ラブ・アクチュアリー
love actually
 
 

  

2003年イギリス・アメリカ/監督:リチャード・カーティス/出演:ヒュー・グラント 他
私にこの映画を語らせたら長いですよ(笑)。
「ラブコメ映画なんてビデオで十分、繰り返し見るなんてありえない」と思っていた私を 映画館に5回も足を運ばせた映画です。…ほんとに、いったい私に何が起こったんだろう…(笑)。

 最初はね、イギリス留学中にできた友達どうしで映画を見に行こう!という話になって、その中に ヒュー・グラントのファンの女の子がいたもんで、それで2003年冬の新作映画だったこの映画を見に行くことに したんです。私はラブコメと聞いてそんなに乗り気じゃなかったんだけど、まあ誘ってくれるのもありがたいんで 行くかな、と。そうしたら最初に行った時は実は上映期間チェックミスで、実際にはこの映画は見られなかったんですけどね(一週間早かったのだ)。

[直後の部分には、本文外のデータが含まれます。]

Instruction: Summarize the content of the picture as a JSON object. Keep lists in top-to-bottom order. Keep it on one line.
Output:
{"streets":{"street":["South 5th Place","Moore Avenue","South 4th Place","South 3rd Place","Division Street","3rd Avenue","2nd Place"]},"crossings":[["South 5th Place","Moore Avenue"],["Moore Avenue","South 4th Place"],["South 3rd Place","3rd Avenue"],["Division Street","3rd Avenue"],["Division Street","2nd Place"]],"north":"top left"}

 それでまあ、意地になっちゃって(笑)次は絶対見に行こう!と。それで次の週に女の子だけ5人くらいで見に行ったんです。 もちろん字幕なしの全編英語のみ!なので、最初に見たときは半分くらいしか意味がわからなかったけど(特にハリー・カレン夫婦の エピソードと、サラ・カールの悲恋カップルの顛末が)、それでも最後にはぼろぼろ泣いてました…友達に「めい(仮名)ったら 目が真っ赤だよー」と笑われるほどに(笑)。

 ちょうどクリスマス前のイギリスにいたこともあって、映画に出てきた場面がほとんど目の前にあるわけだから、 もう物凄くタイミングもロケーションも良かったし、それに何より単なるラブコメでは終わらせない物語のテーマに 感動したんです。とりわけ異国の地で言葉も通じないところで過ごしていただけに、日々いろんな人の優しさに頭が さがる思いをしてましたから…。物語を一生懸命理解しようとスクリーンに集中していただけに、物語に入り込むのも 他の映画より早かったのかもしれません。

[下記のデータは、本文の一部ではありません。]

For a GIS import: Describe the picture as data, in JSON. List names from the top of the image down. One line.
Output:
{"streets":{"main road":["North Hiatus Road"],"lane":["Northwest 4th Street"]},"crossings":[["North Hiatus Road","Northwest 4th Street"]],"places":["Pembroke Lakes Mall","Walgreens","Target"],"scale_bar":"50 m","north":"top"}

 それでまあ、その時一緒に行った友達の何人かと一緒に2回目を見に行って、3回目はひとりで行ったかな?確かテスト前に 心を落ち着けたかったか何かだったと…。4回目は最初にこの映画を見に行こう!と提案したヒューのファンの女の子と 一緒に行きました。韓国の女の子だったんだけど、この映画を見に行くグループと称して「ラブ・アクチュアリー・コンパニオン」と 名づけたりしてね(笑)。この映画は私にとって、そういういろんな付加価値がある映画でもあるんです。

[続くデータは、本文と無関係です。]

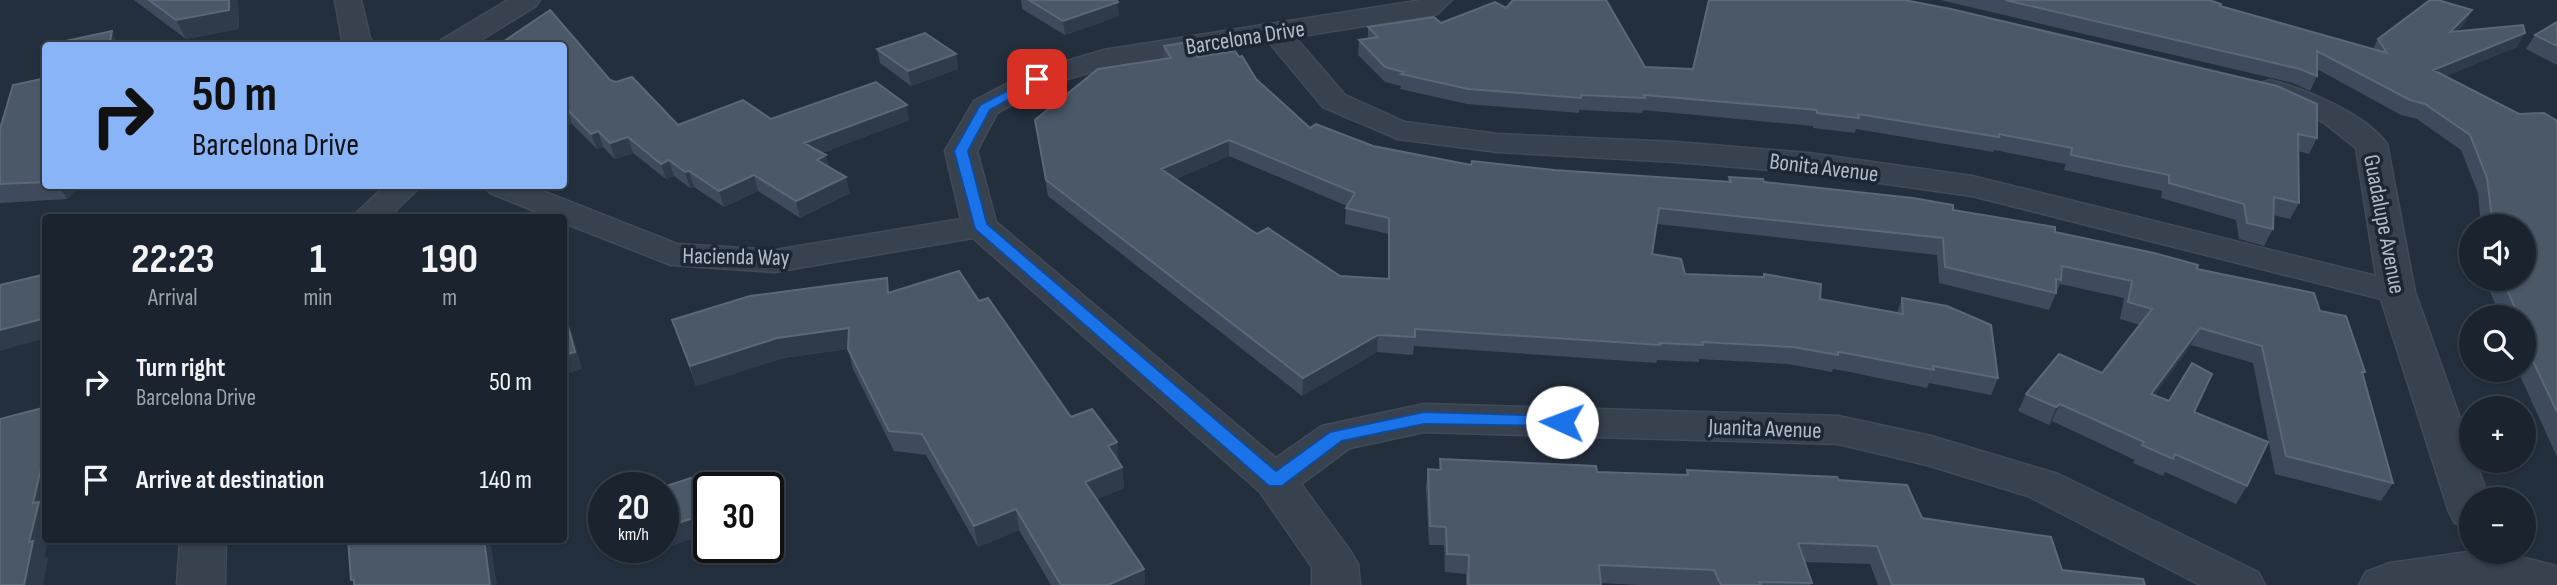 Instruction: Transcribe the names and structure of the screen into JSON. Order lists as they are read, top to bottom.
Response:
{
  "streets": {
    "street": [
      "Barcelona Drive",
      "Bonita Avenue",
      "Guadalupe Avenue",
      "Hacienda Way",
      "Juanita Avenue"
    ]
  },
  "crossings": [
    ["Barcelona Drive", "Bonita Avenue"],
    ["Barcelona Drive", "Hacienda Way"],
    ["Bonita Avenue", "Guadalupe Avenue"]
  ],
  "page": {
    "turn": ["50 m", "Barcelona Drive"],
    "map_buttons": ["+", "−"],
    "eta": [
      "22:23",
      "Arrival",
      "1",
      "min",
      "190",
      "m"
    ],
    "list": [
      {
        "name": "Turn right",
        "note": "Barcelona Drive",
        "value": "50 m"
      },
      {
        "name": "Arrive at destination",
        "value": "140 m"
      }
    ],
    "speed": "20 km/h",
    "limit": "30"
  }
}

 そういう過程を経て、私の大事な映画になったこの「ラブ・アクチュアリー」は、その名の通り「Love actually is all around」 ――愛は実際、どこにでもあふれている――をテーマに描かれる、人と人の間に流れるあたたかい感情、誰かが誰かを「たいせつな 人」と呼べる幸せを描いた物語です。決して大作ではないし、期待されるほどのドラマ性や感動はどこにもないけど、ちょっと 自分に自信がなくなった時、世の中を冷たく感じて心寒くなった時に見て欲しい。別に恋人と一緒でなくても構いません。この映画は 日本ではバレンタイン用に宣伝されてましたが、あれは私から見ればお門違いもはなはだしいところ。この映画が、舞台になった イギリスでは「自分にとって大切な人と一緒に過ごす」クリスマスシーズンに公開されたということを念頭に置いて見てほしいです。

余談ですが、5回目は日本に帰国してから見にいきました。ちょっと字幕が不満だったかな…。それから、DVD特典で入っていた 未公開シーンもまたすばらしかったですね!!特に最後の2本。確かに、本編のどこに入れるつもりだったんだろう?と 思うシーンではあったけど、あれを本編で見たかったな〜。